From the Guidelines
High-risk patients for lung nodule screening with computed tomography (CT) scans are primarily defined as individuals with a significant smoking history, occupational exposures to carcinogens, and other potential risk factors, as outlined in the NCCN guidelines 1. The definition of a high-risk patient for lung nodule screening involves several key factors, including:
- Age, with consideration for screening in individuals aged 50-80 years
- Smoking history, with a focus on those with at least 20 pack-years of smoking, who are current smokers or have quit within the past 15 years
- Occupational exposures to carcinogens such as arsenic, asbestos, beryllium, cadmium, chromium, coal smoke, diesel fumes, nickel, silica, soot, and uranium 1
- Personal history of other smoking-related cancers, or a family history of lung cancer
- Certain lung diseases, such as COPD or pulmonary fibrosis
- Documented sustained and substantially elevated radon exposure, which increases the risk for lung cancer 1 The NCCN guidelines recommend using a multidisciplinary approach for nodule management, including specialties such as thoracic radiology, pulmonary medicine, and thoracic surgery 1. The screening approach should prioritize low-dose CT scans, with a CT dose index volume (CTDIvol) threshold of 3 mGy or less for a patient of average size, unless evaluating mediastinal abnormalities or lymph nodes 1. It is essential to consider the potential benefits, limitations, and harms associated with screening for lung cancer with low-dose computed tomography, and to engage in a process of informed and shared decision-making with a clinician before initiating lung cancer screening 1. Smoking cessation counseling remains a high priority for clinical attention in discussions with current smokers, who should be informed of their continuing risk of lung cancer 1.
From the Research
Definition of High-Risk Patient
A high-risk patient for lung nodule screening with computed tomography (CT) scans is typically defined as an individual with a history of heavy smoking, older age, and other risk factors that increase the likelihood of developing lung cancer.
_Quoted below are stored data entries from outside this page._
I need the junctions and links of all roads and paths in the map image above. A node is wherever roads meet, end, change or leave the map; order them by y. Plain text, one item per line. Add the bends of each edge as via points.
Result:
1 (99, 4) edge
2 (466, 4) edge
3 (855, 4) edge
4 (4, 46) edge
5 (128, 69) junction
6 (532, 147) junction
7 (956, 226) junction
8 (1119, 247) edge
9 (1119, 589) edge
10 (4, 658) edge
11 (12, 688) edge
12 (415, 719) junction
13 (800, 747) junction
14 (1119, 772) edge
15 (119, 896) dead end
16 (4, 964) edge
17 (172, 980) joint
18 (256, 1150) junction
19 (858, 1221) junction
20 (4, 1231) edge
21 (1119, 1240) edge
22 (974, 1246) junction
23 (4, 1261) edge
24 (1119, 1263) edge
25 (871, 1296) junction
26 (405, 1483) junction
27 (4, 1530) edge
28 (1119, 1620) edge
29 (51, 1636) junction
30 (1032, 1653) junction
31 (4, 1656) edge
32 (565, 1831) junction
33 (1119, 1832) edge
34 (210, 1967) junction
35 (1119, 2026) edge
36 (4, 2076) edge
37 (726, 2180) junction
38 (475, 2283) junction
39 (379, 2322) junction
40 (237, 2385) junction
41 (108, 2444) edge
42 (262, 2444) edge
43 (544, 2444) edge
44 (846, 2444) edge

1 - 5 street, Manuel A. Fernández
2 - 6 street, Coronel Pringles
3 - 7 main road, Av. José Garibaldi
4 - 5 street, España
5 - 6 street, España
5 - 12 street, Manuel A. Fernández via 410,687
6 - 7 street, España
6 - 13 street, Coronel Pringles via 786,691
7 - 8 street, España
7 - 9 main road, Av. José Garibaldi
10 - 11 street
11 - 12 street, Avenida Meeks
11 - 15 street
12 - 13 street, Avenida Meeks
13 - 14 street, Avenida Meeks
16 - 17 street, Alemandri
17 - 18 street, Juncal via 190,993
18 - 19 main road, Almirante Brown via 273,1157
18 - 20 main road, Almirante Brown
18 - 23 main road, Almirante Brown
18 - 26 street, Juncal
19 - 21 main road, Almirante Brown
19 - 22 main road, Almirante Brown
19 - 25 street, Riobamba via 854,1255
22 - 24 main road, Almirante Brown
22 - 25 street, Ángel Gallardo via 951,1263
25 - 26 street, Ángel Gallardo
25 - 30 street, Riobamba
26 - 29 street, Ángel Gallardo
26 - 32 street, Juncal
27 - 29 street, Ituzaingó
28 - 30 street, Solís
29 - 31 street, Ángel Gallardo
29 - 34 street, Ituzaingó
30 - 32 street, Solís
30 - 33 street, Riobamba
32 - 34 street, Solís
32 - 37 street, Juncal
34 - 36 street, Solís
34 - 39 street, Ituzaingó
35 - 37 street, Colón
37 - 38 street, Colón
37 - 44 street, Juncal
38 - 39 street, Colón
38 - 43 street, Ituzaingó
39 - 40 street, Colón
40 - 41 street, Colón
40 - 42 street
- According to the study 2, high-risk individuals are those over 50 years of age, with more than 20 pack-year smoking histories, living in an urban setting, and with a potential for asbestos exposure.
- The National Lung Screening Trial (NLST) criteria, as mentioned in 3, define high-risk patients as those aged 55-74 years, with at least 30 pack-years of smoking, and smoking cessation less than 15 years.
- Another study 4 suggests that an accurate risk prediction model is more efficient than age and pack years of smoking alone at identifying those who will develop lung cancer and die from the disease.
Risk Factors for Malignancy
Several risk factors are associated with an increased probability of malignancy in lung nodules, including:
- Increasing age 2
- Size and number of nodules 2
- Reduced FEV1 and FVC 2
- Increased pack-years smoking 2
- Presence of patient comorbidities, such as chronic obstructive pulmonary disease and coronary artery disease 5
Management of Lung Nodules
The management of lung nodules depends on the estimated probability of malignancy, the presence of patient comorbidities, and patient preferences.
- Nodules that are 6 mm to 8 mm can be followed with a repeat chest CT in 6 to 12 months, depending on the presence of patient risk factors and imaging characteristics associated with lung malignancy 5.
- Solid pulmonary nodules 8 mm or larger may require surveillance imaging, positron emission tomography-CT imaging, nonsurgical biopsy, or surgical resection 5.